Spring 2015 - 61045 - PA383G - Policy Making in a Global Age

This course examines states’ contemporary foreign policy making through an exploration of the theoretical, cognitive and institutional constraints that bound decisions. As a required core course for MA candidates in the Global Policy Studies program, it seeks to provide students the necessary intellectual foundations for understanding the dilemmas and opportunities faced by decision-makers during the policy process. Numerous competing domestic and international actors and factors influence a state’s foreign policy makers. We will investigate the ways in which regime type, country size, past experiences and cultural filters, bureaucracies, intelligence agencies, domestic political forces, and international institutions, shape policy-makers’ views of the world and constrain the choices available to them.
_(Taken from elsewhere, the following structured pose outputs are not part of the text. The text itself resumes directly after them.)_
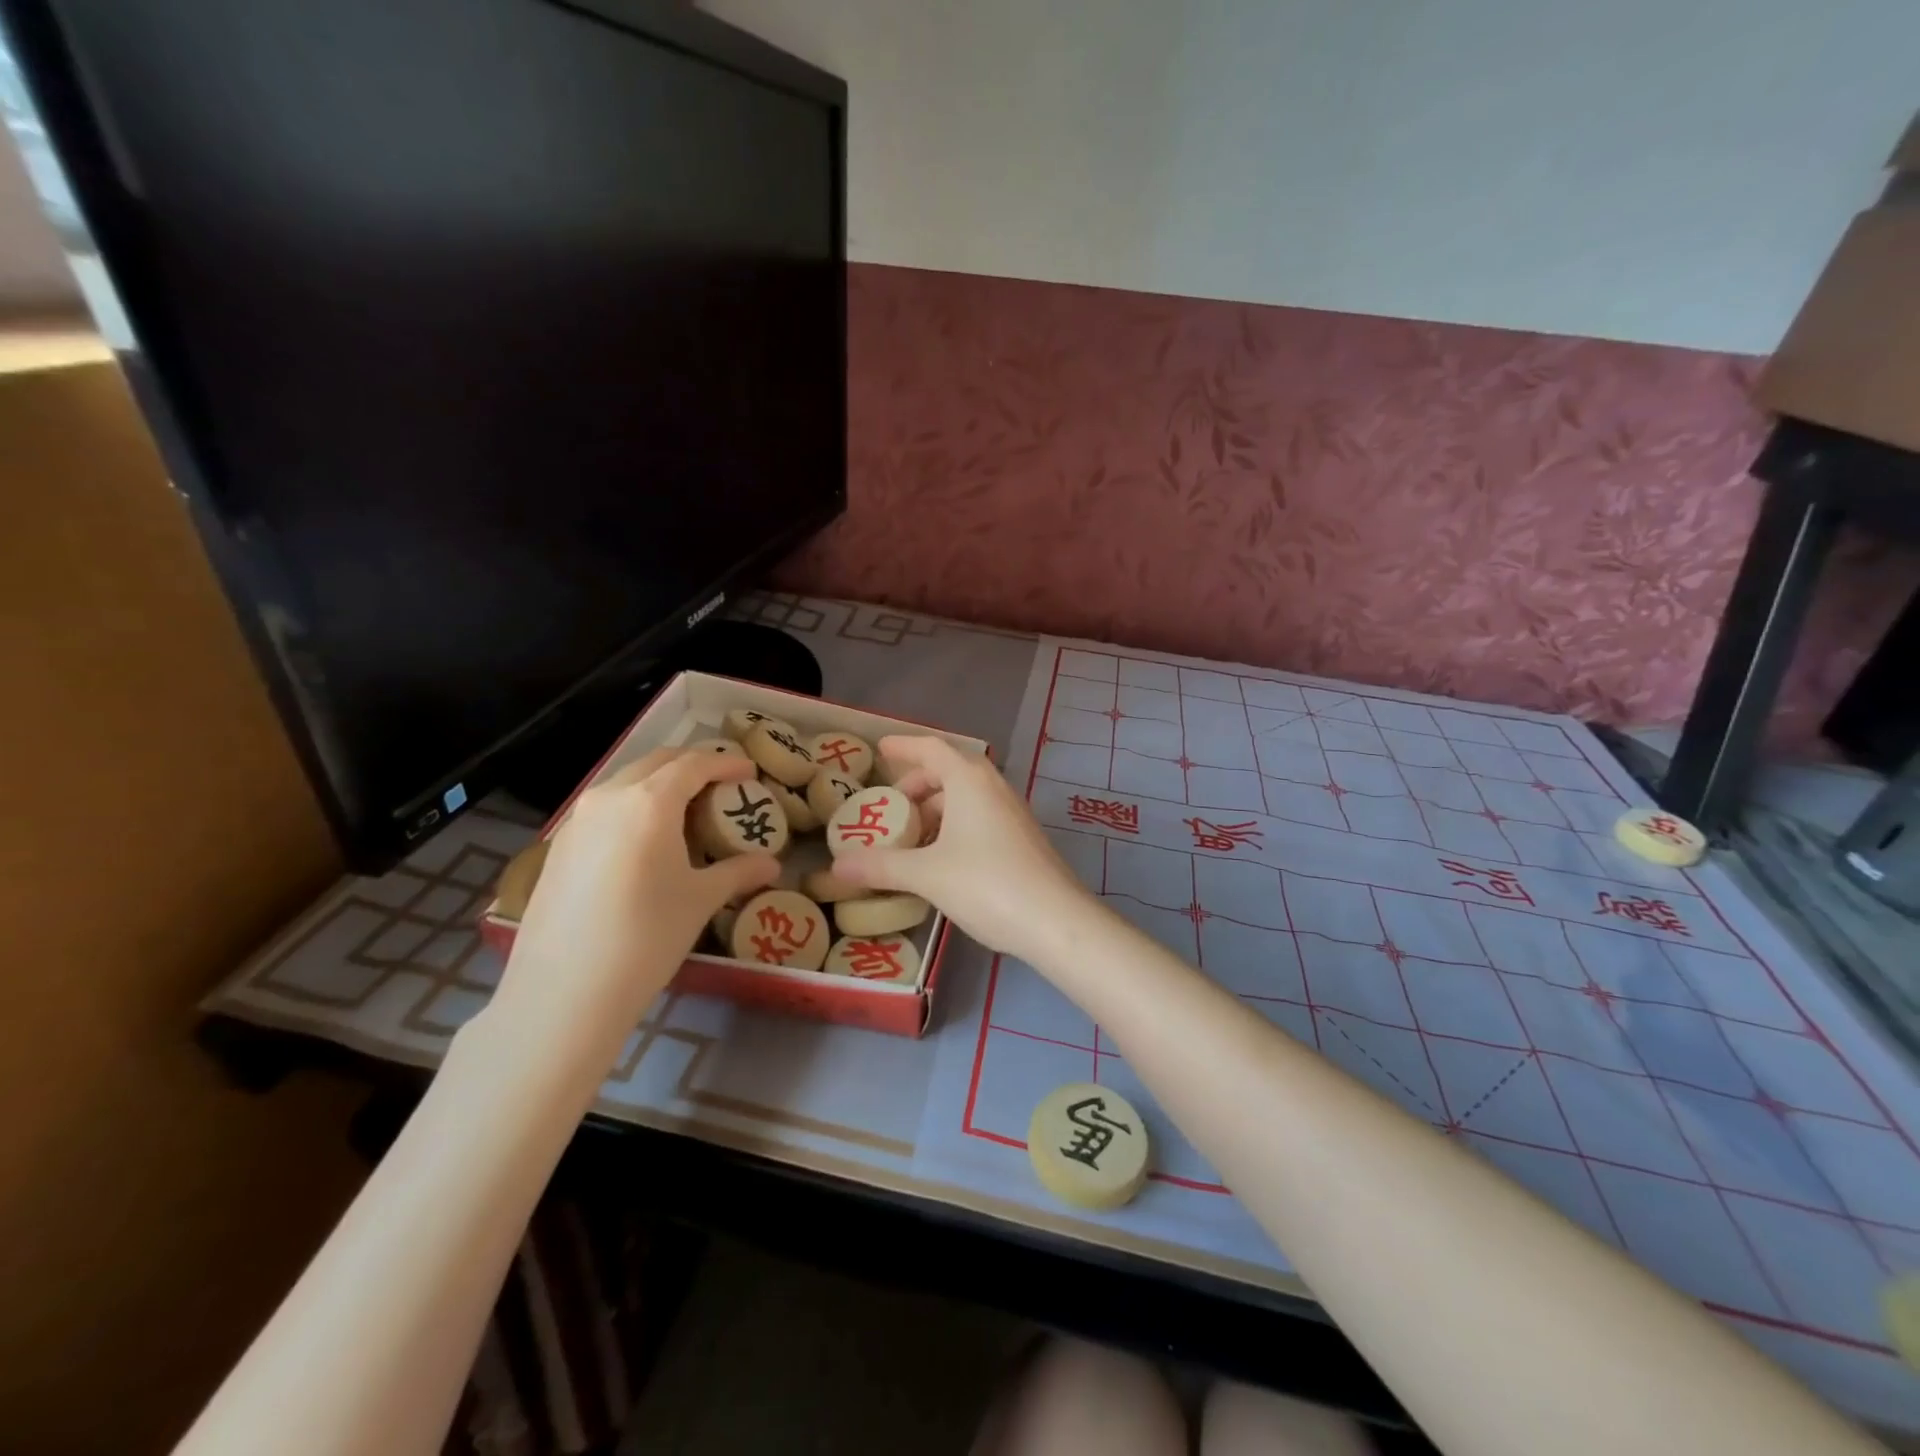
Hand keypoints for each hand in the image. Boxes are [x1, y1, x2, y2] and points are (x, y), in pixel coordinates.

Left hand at [497, 747, 779, 1037]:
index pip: (694, 764)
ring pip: (626, 783)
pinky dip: (633, 808)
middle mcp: (609, 797)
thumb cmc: (647, 937)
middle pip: (657, 763)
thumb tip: (772, 865)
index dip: (726, 763)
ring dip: (660, 786)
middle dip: (692, 767)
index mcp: (650, 801)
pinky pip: (605, 809)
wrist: (564, 991)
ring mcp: (577, 820)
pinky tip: (645, 843)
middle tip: (721, 787)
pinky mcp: (558, 846)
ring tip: (686, 813)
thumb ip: (739, 872)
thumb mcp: (701, 900)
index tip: (750, 773)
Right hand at [832, 735, 1090, 962]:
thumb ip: (880, 866)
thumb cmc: (987, 884)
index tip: (879, 750)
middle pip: (949, 772)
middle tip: (890, 809)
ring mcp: (1012, 813)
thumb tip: (837, 865)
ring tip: (910, 839)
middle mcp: (993, 787)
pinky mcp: (1022, 838)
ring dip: (936, 811)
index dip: (903, 747)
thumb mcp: (926, 874)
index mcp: (969, 780)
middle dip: (917, 786)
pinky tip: (941, 860)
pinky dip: (954, 827)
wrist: (1056, 920)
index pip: (931, 748)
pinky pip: (980, 818)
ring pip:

After examining the U.S. policymaking process will place these theories in a comparative perspective through a juxtaposition of foreign policy making processes in Asia nations.

The course will also explore the influence of non-governmental entitles and normative influences on decision-making. How do non-governmental entities, transnational advocacy networks, and ethical constructs provide a context for the perception and interpretation of facts, and thus shape analysis, agendas and policy outcomes? We will examine how some foreign policy decisions (e.g. involvement in international organizations and agreements) serve to both serve and constrain the formulation of domestic policies and how this dynamic appears to have changed over time.